#### [PROBLEM DESCRIPTION]
Each entry that follows is to be duplicated exactly, without its images.

───── SOURCE DATA ─────

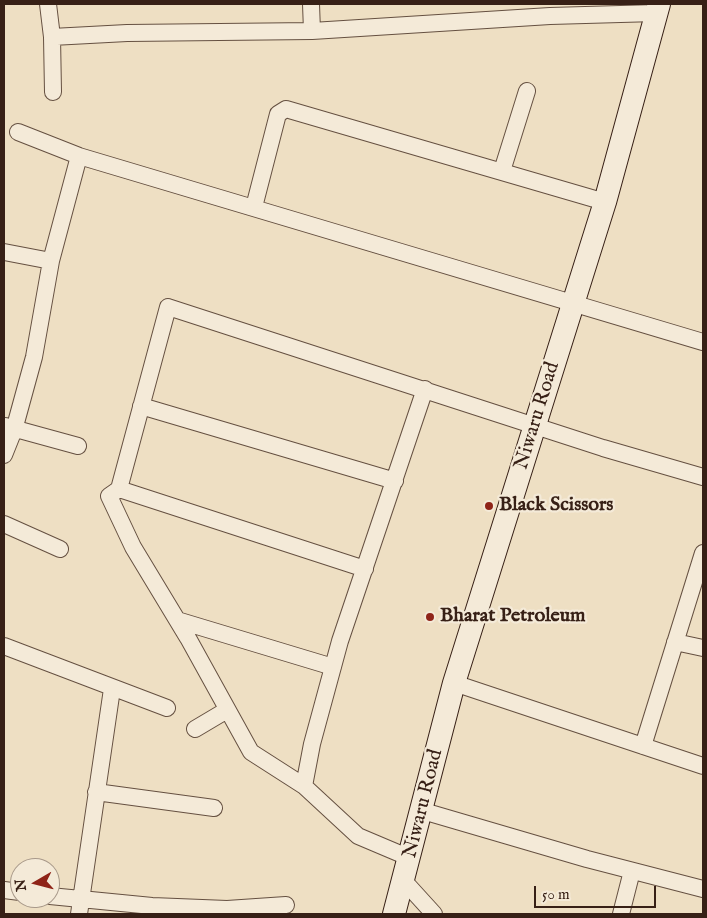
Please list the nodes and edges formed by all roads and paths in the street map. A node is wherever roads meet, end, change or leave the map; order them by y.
1 (48, 4) edge
2 (311, 4) edge
3 (657, 9) edge
4 (552, 10) edge
5 (312, 31) junction
6 (52, 36) junction
7 (53, 92) dead end
8 (526, 92) dead end
9 (18, 132) dead end
10 (79, 156) junction
11 (502, 171) junction
12 (605, 202) junction
13 (254, 207) junction
14 (4, 252) edge
15 (51, 262) junction
16 (573, 303) junction
17 (703, 342) edge
18 (425, 389) junction
19 (141, 406) junction
20 (535, 424) junction
21 (9, 428) edge
22 (78, 446) dead end
23 (4, 455) edge
24 (703, 477) edge
25 (395, 481) junction
26 (118, 489) junction
27 (4, 524) edge
28 (60, 550) dead end
29 (703, 553) edge
30 (365, 569) junction
31 (177, 620) junction
32 (676, 642) junction
33 (703, 648) edge
34 (4, 650) edge
35 (333, 667) junction
36 (454, 683) junction
37 (112, 689) junction
38 (167, 708) dead end
39 (228, 710) junction
40 (195, 729) dead end
41 (643, 746) junction
42 (703, 766) edge
43 (304, 786) junction
44 (96, 792) junction
45 (214, 808) dead end
46 (423, 811) junction
47 (410, 858) junction
48 (632, 871) junction
49 (404, 881) junction
50 (703, 889) edge
51 (60, 900) edge
52 (286, 905) dead end
53 (80, 907) edge
54 (394, 914) edge
55 (434, 914) edge
56 (621, 914) edge

1 - 6 street
2 - 5 street
3 - 4 street
3 - 12 street, Niwaru Road
4 - 5 street
5 - 6 street
6 - 7 street
8 - 11 street
9 - 10 street
10 - 13 street
10 - 15 street
11 - 12 street
11 - 13 street
12 - 16 street, Niwaru Road
13 - 16 street
14 - 15 street
15 - 21 street
16 - 17 street
16 - 20 street, Niwaru Road
18 - 19 street
18 - 20 street
18 - 25 street
19 - 25 street
19 - 26 street
20 - 24 street
20 - 36 street, Niwaru Road
21 - 22 street
21 - 23 street
25 - 30 street
26 - 30 street
26 - 31 street
27 - 28 street
29 - 32 street
30 - 35 street
31 - 35 street
31 - 39 street
32 - 33 street
32 - 41 street
34 - 37 street
35 - 43 street
36 - 41 street
36 - 46 street, Niwaru Road
37 - 38 street
37 - 44 street
39 - 40 street
39 - 43 street
41 - 42 street
43 - 47 street
44 - 45 street
44 - 53 street
46 - 47 street, Niwaru Road
46 - 48 street
47 - 49 street, Niwaru Road
48 - 50 street
48 - 56 street
49 - 54 street, Niwaru Road
49 - 55 street
51 - 53 street
52 - 53 street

─────

#### [ANSWER]
Please list the nodes and edges formed by all roads and paths in the street map. A node is wherever roads meet, end, change or leave the map; order them by y.
1 (48, 4) edge
2 (311, 4) edge
3 (657, 9) edge
4 (552, 10) edge
5 (312, 31) junction
6 (52, 36) junction
7 (53, 92) dead end
8 (526, 92) dead end
9 (18, 132) dead end
10 (79, 156) junction
11 (502, 171) junction
12 (605, 202) junction
13 (254, 207) junction
14 (4, 252) edge
15 (51, 262) junction
16 (573, 303) junction
17 (703, 342) edge
18 (425, 389) junction
19 (141, 406) junction
20 (535, 424) junction
21 (9, 428) edge
22 (78, 446) dead end
23 (4, 455) edge
24 (703, 477) edge
25 (395, 481) junction
26 (118, 489) junction
27 (4, 524) edge
28 (60, 550) dead end
29 (703, 553) edge
30 (365, 569) junction
31 (177, 620) junction
32 (676, 642) junction
33 (703, 648) edge
34 (4, 650) edge
35 (333, 667) junction
36 (454, 683) junction
37 (112, 689) junction
38 (167, 708) dead end
39 (228, 710) junction
40 (195, 729) dead end
41 (643, 746) junction
42 (703, 766) edge
43 (304, 786) junction
44 (96, 792) junction
45 (214, 808) dead end
46 (423, 811) junction
47 (410, 858) junction
48 (632, 871) junction
49 (404, 881) junction
50 (703, 889) edge
51 (60, 900) edge
52 (286, 905) dead end
53 (80, 907) edge
54 (394, 914) edge
55 (434, 914) edge
56 (621, 914) edge

1 - 6 street
2 - 5 street
3 - 4 street
3 - 12 street, Niwaru Road
4 - 5 street
5 - 6 street
6 - 7 street
8 - 11 street
9 - 10 street
10 - 13 street
10 - 15 street
11 - 12 street
11 - 13 street
12 - 16 street, Niwaru Road
13 - 16 street
14 - 15 street
15 - 21 street
16 - 17 street
16 - 20 street, Niwaru Road
18 - 19 street
18 - 20 street
18 - 25 street
19 - 25 street
19 - 26 street
20 - 24 street
20 - 36 street, Niwaru Road
21 - 22 street
21 - 23 street
25 - 30 street
26 - 30 street
26 - 31 street
27 - 28 street
29 - 32 street
30 - 35 street
31 - 35 street
31 - 39 street
32 - 33 street
32 - 41 street
34 - 37 street
35 - 43 street
36 - 41 street
36 - 46 street, Niwaru Road
37 - 38 street
37 - 44 street
39 - 40 street
39 - 43 street
41 - 42 street
43 - 47 street
44 - 45 street
44 - 53 street
46 - 47 street, Niwaru Road
46 - 48 street
47 - 49 street, Niwaru Road
48 - 50 street
48 - 56 street
49 - 54 street, Niwaru Road
49 - 55 street
51 - 53 street
52 - 53 street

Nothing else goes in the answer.